Task instructions. I would like every line of the records below that contains the word "dead" copied.

Given information.
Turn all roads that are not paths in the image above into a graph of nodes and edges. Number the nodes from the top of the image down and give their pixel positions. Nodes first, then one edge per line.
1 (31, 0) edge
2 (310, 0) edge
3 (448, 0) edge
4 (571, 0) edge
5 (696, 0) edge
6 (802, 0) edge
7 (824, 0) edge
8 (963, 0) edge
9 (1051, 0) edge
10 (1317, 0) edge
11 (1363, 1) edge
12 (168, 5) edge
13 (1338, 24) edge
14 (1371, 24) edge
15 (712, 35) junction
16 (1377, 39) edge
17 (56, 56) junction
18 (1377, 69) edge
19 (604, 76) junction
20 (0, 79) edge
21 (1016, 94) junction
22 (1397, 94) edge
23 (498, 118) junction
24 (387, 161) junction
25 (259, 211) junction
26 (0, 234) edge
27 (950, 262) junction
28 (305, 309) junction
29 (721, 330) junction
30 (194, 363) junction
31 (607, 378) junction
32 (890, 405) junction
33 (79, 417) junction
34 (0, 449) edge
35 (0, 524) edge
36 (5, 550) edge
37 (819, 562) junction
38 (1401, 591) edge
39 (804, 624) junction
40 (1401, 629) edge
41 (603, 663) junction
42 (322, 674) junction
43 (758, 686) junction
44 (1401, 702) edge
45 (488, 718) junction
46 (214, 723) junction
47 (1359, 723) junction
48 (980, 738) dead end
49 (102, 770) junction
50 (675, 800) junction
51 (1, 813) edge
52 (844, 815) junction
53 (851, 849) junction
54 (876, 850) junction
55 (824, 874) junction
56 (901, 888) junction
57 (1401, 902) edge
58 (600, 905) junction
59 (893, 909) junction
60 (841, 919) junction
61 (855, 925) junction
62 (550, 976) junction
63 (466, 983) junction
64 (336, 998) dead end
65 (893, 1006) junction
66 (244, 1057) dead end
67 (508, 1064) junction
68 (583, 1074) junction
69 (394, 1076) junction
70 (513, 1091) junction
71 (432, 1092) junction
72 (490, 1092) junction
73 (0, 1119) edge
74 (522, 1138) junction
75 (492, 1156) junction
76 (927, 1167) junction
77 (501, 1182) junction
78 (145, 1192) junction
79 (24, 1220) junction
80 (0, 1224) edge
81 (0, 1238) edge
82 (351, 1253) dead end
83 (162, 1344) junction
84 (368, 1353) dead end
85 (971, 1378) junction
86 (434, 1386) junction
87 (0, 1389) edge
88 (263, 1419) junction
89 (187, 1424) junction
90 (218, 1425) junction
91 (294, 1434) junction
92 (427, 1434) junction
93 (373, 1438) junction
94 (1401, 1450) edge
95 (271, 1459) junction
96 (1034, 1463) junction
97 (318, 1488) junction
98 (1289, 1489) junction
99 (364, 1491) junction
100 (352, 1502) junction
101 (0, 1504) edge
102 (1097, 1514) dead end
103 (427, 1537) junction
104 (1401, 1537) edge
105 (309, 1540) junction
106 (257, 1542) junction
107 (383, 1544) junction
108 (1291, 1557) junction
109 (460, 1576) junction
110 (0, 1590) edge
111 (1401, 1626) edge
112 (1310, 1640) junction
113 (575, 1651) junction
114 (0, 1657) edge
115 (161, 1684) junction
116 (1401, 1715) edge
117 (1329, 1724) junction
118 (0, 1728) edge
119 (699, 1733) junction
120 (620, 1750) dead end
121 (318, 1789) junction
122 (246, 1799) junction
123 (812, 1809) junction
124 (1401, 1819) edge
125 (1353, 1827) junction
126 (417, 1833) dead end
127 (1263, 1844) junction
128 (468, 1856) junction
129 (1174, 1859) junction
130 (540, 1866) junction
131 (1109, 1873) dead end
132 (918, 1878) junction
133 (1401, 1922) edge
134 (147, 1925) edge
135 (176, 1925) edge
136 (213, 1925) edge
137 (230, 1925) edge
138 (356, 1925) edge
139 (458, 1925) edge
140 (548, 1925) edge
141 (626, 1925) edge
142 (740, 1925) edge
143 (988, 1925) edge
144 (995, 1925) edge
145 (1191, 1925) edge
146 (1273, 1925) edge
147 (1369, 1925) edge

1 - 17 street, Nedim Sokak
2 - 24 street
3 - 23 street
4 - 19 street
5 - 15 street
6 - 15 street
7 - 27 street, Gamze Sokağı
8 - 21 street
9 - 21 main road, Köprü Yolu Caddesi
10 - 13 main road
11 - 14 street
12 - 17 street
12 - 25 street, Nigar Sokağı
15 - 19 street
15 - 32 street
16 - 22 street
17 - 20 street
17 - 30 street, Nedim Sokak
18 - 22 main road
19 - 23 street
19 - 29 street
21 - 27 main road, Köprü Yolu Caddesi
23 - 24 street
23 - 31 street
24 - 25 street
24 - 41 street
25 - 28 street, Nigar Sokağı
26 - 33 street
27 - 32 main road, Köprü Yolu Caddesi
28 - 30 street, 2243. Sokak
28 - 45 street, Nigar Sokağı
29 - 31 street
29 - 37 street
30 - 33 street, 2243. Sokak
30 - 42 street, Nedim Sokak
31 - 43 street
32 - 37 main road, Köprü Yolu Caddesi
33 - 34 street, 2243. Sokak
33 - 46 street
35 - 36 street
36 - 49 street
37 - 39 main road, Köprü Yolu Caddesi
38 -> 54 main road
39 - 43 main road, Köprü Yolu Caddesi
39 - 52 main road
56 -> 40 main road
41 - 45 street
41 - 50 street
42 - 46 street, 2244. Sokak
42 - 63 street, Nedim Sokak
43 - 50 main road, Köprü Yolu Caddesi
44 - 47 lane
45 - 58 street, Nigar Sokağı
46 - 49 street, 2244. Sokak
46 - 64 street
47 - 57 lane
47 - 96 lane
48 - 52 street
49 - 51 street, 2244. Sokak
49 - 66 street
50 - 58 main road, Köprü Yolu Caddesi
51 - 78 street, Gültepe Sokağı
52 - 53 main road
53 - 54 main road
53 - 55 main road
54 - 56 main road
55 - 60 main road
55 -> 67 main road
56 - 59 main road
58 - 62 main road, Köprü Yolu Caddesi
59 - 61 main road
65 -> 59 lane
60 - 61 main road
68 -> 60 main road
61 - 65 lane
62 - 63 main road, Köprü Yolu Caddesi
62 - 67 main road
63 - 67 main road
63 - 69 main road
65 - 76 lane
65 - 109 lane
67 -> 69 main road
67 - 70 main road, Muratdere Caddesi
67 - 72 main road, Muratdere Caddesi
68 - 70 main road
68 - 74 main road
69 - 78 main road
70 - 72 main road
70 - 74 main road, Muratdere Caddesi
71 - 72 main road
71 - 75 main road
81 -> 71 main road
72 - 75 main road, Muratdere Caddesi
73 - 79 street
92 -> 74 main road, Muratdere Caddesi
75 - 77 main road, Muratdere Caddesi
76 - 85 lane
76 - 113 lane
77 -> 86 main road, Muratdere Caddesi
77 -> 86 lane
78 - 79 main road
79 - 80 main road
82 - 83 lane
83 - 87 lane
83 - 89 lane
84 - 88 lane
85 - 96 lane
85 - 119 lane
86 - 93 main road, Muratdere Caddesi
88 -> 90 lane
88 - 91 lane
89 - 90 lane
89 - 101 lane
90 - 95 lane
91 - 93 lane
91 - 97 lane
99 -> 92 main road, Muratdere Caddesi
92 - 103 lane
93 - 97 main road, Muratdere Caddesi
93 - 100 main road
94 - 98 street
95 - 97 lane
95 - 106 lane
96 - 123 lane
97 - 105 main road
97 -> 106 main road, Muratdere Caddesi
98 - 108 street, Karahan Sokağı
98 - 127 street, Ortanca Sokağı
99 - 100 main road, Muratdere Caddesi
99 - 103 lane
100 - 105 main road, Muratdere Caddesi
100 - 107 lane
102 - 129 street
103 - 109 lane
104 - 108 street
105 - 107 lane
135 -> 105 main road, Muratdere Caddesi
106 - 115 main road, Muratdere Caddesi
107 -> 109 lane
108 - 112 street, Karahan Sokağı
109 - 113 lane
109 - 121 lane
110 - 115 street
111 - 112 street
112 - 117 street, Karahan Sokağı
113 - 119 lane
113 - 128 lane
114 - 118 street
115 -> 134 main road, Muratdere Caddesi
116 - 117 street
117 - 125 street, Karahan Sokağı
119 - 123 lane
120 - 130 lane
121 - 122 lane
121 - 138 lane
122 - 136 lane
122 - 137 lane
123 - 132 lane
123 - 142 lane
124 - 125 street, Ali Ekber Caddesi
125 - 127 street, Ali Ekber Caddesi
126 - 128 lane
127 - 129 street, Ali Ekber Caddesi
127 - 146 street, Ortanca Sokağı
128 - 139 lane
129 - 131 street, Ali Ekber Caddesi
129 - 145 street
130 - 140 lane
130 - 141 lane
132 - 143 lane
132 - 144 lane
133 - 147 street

Result of the task.
48 (980, 738) dead end
64 (336, 998) dead end
66 (244, 1057) dead end
82 (351, 1253) dead end
84 (368, 1353) dead end
102 (1097, 1514) dead end
120 (620, 1750) dead end
126 (417, 1833) dead end
131 (1109, 1873) dead end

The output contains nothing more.